Cosa prevede ora per il Piper?
“Rimaniamo chiusi in attesa dell’evoluzione della pandemia. Cerchiamo di manutenere il locale nel miglior modo possibile, anche perché è un locale storico. Si trova alcuni piani sottoterra e quindi soffre di difficoltà logistiche, come infiltrazioni d’acqua. Necessita quindi di una costante manutenzione per mantenere un ordine generale e tutti gli impianti efficienti. Quindi noi aspettiamo, non abbiamo altre alternative.”

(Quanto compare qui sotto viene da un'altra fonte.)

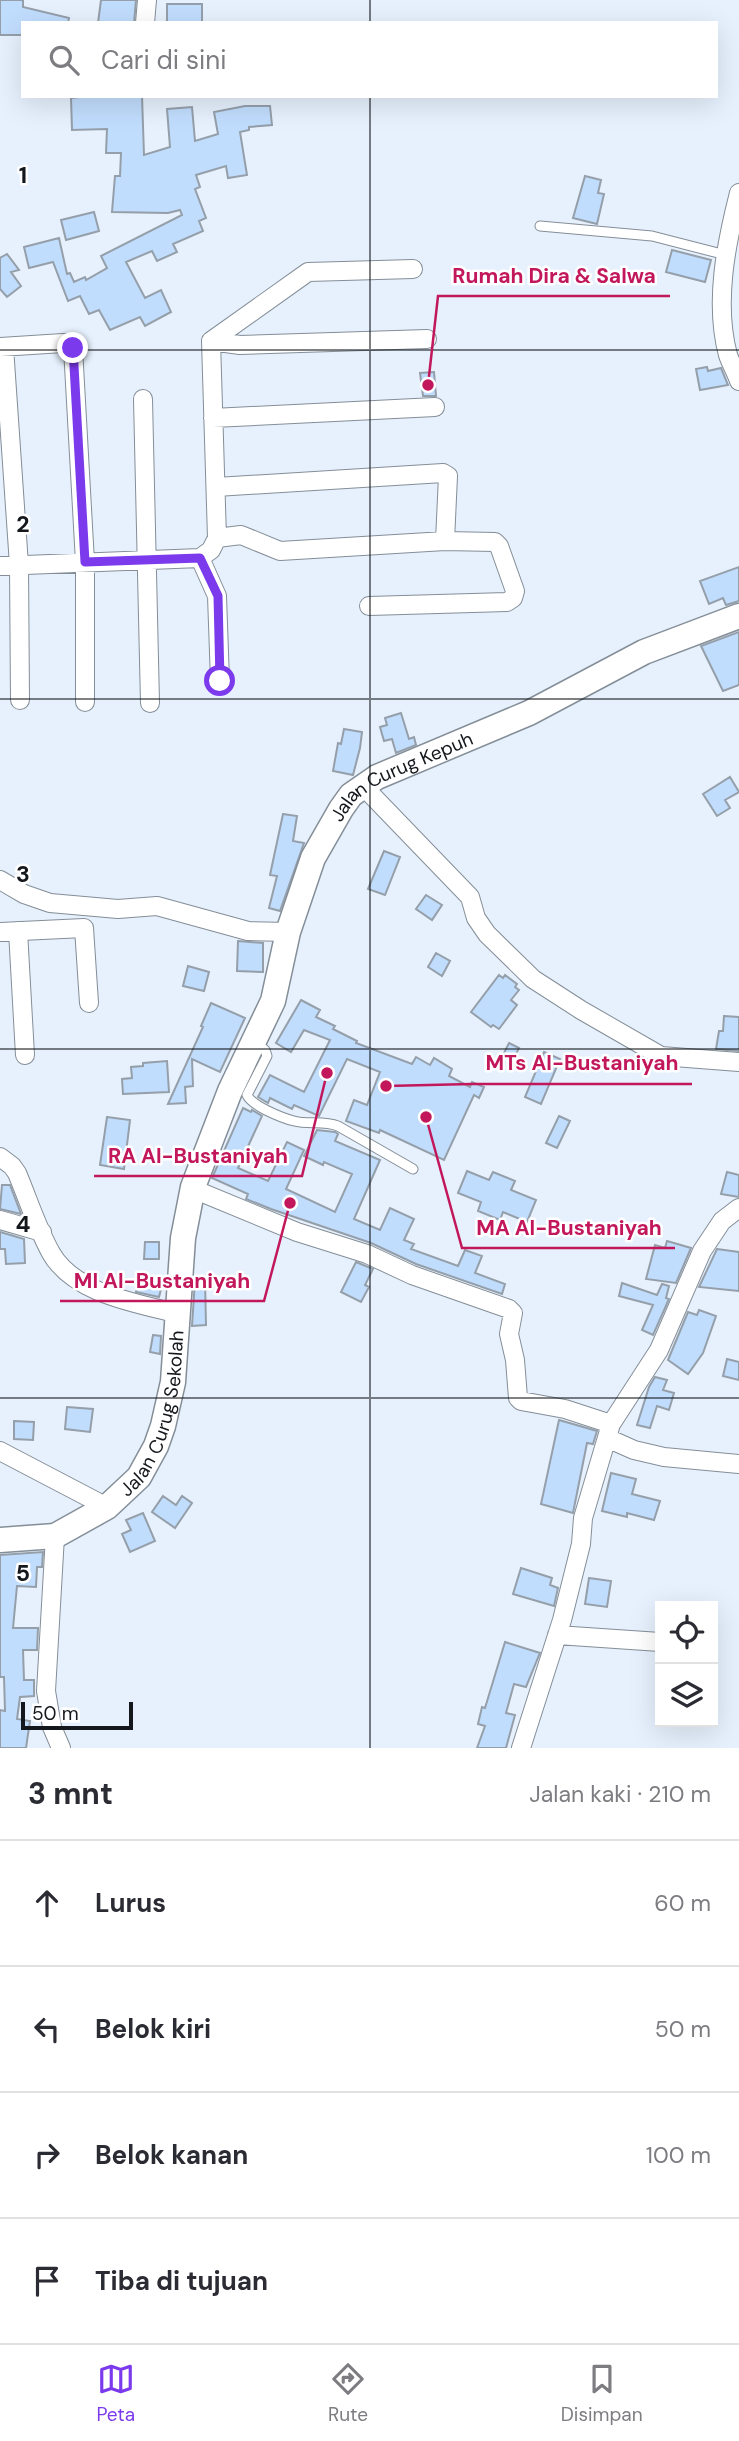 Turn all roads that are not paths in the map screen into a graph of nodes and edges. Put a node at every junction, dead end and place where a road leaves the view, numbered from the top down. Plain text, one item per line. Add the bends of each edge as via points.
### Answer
1 (147, 0) edge
2 (145, 21) edge
3 (739, 193) edge
4 (540, 226) dead end
5 (734, 234) edge
6 (726, 255) junction
7 (413, 269) dead end
8 (427, 339) dead end
9 (211, 341) junction
10 (2, 347) edge
11 (739, 381) edge
12 (143, 399) dead end
13 (435, 407) dead end
14 (213, 418) junction
15 (216, 487) junction
16 (217, 538) junction
17 (445, 541) junction
18 (200, 558) junction
19 (147, 559) junction
20 (85, 562) junction
21 (19, 565) junction
22 (0, 566) edge
23 (369, 606) dead end
24 (739, 616) edge
25 (220, 681) dead end
26 (20, 700) dead end
27 (85, 702) dead end
28 (150, 703) dead end
29 (362, 785) junction
30 (0, 880) edge
31 (9, 932) edge
32 (288, 932) junction
33 (89, 1003) dead end
34 (253, 1041) junction
35 (25, 1055) dead end
36 (739, 1062) edge
37 (230, 1091) joint
38 (0, 1157) edge
39 (413, 1169) dead end
40 (193, 1189) junction
41 (739, 1208) edge
42 (0, 1220) edge
43 (41, 1232) junction
44 (179, 1314) junction
45 (609, 1431) junction
46 (0, 1451) edge
47 (739, 1464) edge
48 (107, 1507) junction
49 (55, 1536) junction
50 (0, 1540) edge
51 (556, 1635) junction
52 (655, 1642) edge
53 (61, 1748) edge
54 (521, 1748) edge

1 - 2 street
3 - 5 street
4 - 6 lane via 652,236
5 - 6 street
6 - 11 street via 722,308 728,355
7 - 9 street via 307,272
8 - 9 street via 240,345
9 - 14 street
10 - 20 street via 63,343 73,348
10 - 21 street
12 - 19 street
13 - 14 street
14 - 15 street
15 - 16 street
15 - 17 street via 443,473 448,476
16 - 17 street via 241,535 280,551
16 - 18 street
17 - 23 street via 495,542 515,591 513,598 475,604
18 - 19 street
18 - 25 street via 218,596
19 - 20 street
19 - 28 street
20 - 21 street
20 - 27 street
21 - 22 street
21 - 26 street
24 - 29 street, Jalan Curug Kepuh via 645,652 529,713
29 - 32 street, Jalan Curug Kepuh via 341,809 313,858
29 - 36 street via 470,897 486,934 533,978 661,1056
30 - 32 street via 50,902 118,909 157,906 248,931
31 - 33 street via 84,928
31 - 35 street
32 - 34 street, Jalan Curug Kepuh via 273,1001
34 - 37 street, Jalan Curug Kepuh
34 - 39 lane via 267,1056 247,1095 253,1104 294,1121 325,1121 338,1126
37 - 40 street, Jalan Curug Sekolah
38 - 43 street via 17,1173
40 - 44 street, Jalan Curug Sekolah via 183,1238
40 - 45 street via 509,1309 513,1313 509,1334 518,1398 565,1409
41 - 45 street via 722,1221 702,1251 659,1349
42 - 43 street
43 - 44 street via 52,1255 80,1283
44 - 48 street, Jalan Curug Sekolah via 173,1382 156,1446 139,1477
45 - 47 street via 634,1450
45 - 51 street
46 - 48 street
48 - 49 street, Jalan Curug Sekolah
49 - 50 street
49 - 53 street via 46,1691
51 - 52 street
51 - 54 street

Ha pensato di riconvertire l’attività?
“Per riconvertire l’attività, oggi, le leggi sono talmente tanto complicate, che si rischia di perdere le autorizzazioni amministrative che permettevano di svolgere l’attività precedente. Anche qui servirebbe un aiuto dello Stato per tutte quelle imprese che soffrono la crisi del settore. Ci dovrebbero essere delle leggi che semplifichino tutto l’iter burocratico che una impresa deve seguire quando decide di riconvertirsi, per esempio da discoteca in attività di ristorazione. Queste complicazioni ci impediscono di fare qualcosa di produttivo. Se non viene garantita e facilitata l’attività d’impresa, le aziende non sono in grado di riconvertirsi e di andare avanti. Servono semplificazioni burocratiche per permettere alle aziende di poter trovare una strada temporanea, alternativa, magari una opportunità per rimanere in piedi”.